It is to find out whether there is string B in string A. at this time, string a is called the main string and string B is called the pattern string. Assuming that the length of string a is n and the length of string B is m, then n > = m is mainly used in search engines and sensitive word filtering at the industrial level

BF algorithm

Violence matching method, time complexity O(nm)

Although the complexity is high, it is often used in actual development. The reason is that in the actual development, the pattern string and the main string are not too long, and they will jump out if they match halfway, so the performance is relatively good. Besides, code implementation is simple and bug free.

Pseudo code implementation:

bool isSubstring(char *master, char *pattern) {
    for (int i = 0; i <= len(master) - len(pattern); i++) {	//Ergodic matching
    	bool flag = true;
    	for (int j = 0; j < len(pattern); j++) {
        	if (master[i + j] != pattern[j]) {
            	flag = false;
    	if (flag) return true;	//Returns true directly if the exact match is successful
    return false;

RK algorithm

Hash the n-m+1 substring of the main string respectively, and compare them with the hash value of the pattern string one by one. If they are the same, the matching is successful

One way

For a pure lowercase character string (case, case + letter, of course), we can think of it as a 26 base number to hash. The hash rule is: (last hash value% 26^(m-1)) × 26 + (character -'a ')

Features: high efficiency O(n), long mode string is not supported, otherwise, long long burst

Mode two

We can add each substring in the way of hash: in this way, there will be hash conflicts (the string hash values may be the same, but the strings are not equal). We need to check the strings with the same hash values, and if they are the same, the matching will succeed

Features: no explosion risk, the worst-case time complexity is O(nm), of course, the worst-case possibility is very low

Pseudo code:

//Further confirm whether it is the same
bool isSame(char *master, char *pattern, int startInx) {
	for (int i = 0; i < len(pattern); i++) {
		if (master[startInx + i] != pattern[i]) return false; 
	return true;

bool isSubstring(char *master, char *pattern) {
	int hash = 0;				//Hash is the hash value of pattern string
	int tempHash = 0;			//hash value of the corresponding substring in the main string
	for (int i = 0; i < len(pattern); i++) {	
		hash += pattern[i] - 'a' + 1;
		tempHash += master[i] - 'a' + 1;
	if (tempHash == hash) {	 //If the hash values are the same, verify that they are exactly the same
		if (isSame(master, pattern, 0)) {
			return true;	//Return if completely consistent
	//Otherwise, continue to traverse
    for (int i = len(pattern); i < len(master); i++) {
    	tempHash += master[i] - 'a' + 1;
   		tempHash -= master[i - len(pattern)] - 'a' + 1;
   		if (tempHash == hash) {	 //If the hash value is the same, check whether it is completely consistent
   			if (isSame(master, pattern, i - len(pattern) + 1)) {
   				return true;
    return false;

BM algorithm

The essence of high efficiency of BM algorithm is: when encountering unmatched characters, according to some rules, you can slide the pattern string back a few more bits, and skip those cases that will not match for sure

In order to achieve the above purpose, BM algorithm has two rules: bad character rule and good suffix rule.

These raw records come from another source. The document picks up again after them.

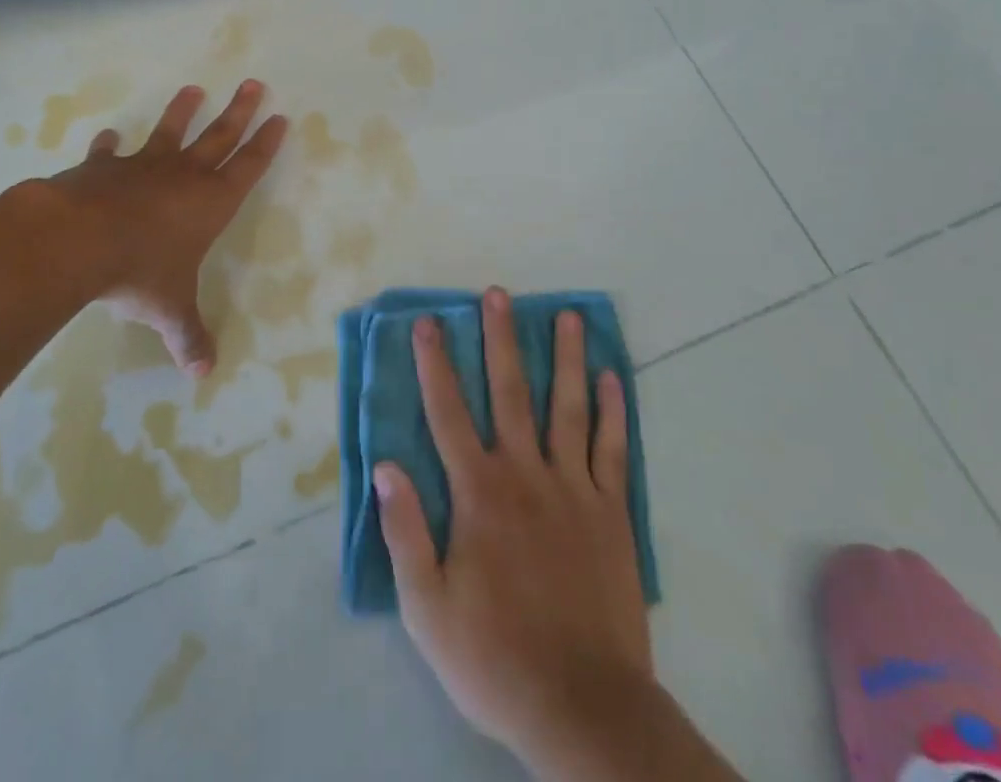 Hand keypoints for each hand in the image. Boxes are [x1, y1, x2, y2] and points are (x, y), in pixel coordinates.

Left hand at [40, 80, 286, 373]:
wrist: (77, 240)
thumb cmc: (138, 272)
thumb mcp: (169, 309)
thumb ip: (188, 336)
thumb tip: (203, 374)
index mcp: (210, 202)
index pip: (248, 167)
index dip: (265, 143)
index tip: (279, 117)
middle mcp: (183, 176)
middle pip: (219, 136)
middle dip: (238, 111)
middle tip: (253, 83)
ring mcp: (142, 167)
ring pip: (169, 131)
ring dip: (182, 111)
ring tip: (192, 89)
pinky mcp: (104, 168)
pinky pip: (110, 153)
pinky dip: (110, 145)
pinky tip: (110, 136)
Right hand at [376, 286, 651, 767]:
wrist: (581, 707)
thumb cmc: (493, 655)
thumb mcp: (426, 606)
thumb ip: (405, 530)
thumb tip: (386, 465)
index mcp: (478, 492)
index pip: (449, 413)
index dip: (435, 364)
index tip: (429, 322)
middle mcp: (526, 474)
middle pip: (510, 392)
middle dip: (501, 339)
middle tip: (498, 294)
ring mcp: (574, 489)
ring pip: (569, 408)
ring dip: (566, 358)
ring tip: (569, 316)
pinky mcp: (612, 513)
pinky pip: (613, 451)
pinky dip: (614, 412)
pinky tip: (612, 379)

We can calculate the number of digits of good suffix and bad character sliding backward respectively, and then take the maximum as the number of digits of pattern string sliding backward

PS: because the implementation of bad character rules consumes more memory, we can only use good suffix rules to implement BM algorithm

Bad character rule

  1. The pattern string is matched with the main string from the back to the front. The first mismatched main string character is the bad character
  2. Start from the pattern string character corresponding to the bad character and traverse the pattern string forward to find the first character that is the same as the bad character, and then align with the bad character (if not, move to the whole after the bad character)

Good Suffix

  1. The pattern string is matched with the main string from the back to the front. All characters after the first mismatched character are good suffixes
  2. Start from the pattern string character corresponding to the bad character and traverse the pattern string to find the first good suffix alignment (if not, move to the good suffix as a whole)

KMP algorithm

KMP is consistent with BM algorithm, which improves efficiency by moving more bits in case of mismatches and skipping certain mismatches. The time complexity is O(n+m)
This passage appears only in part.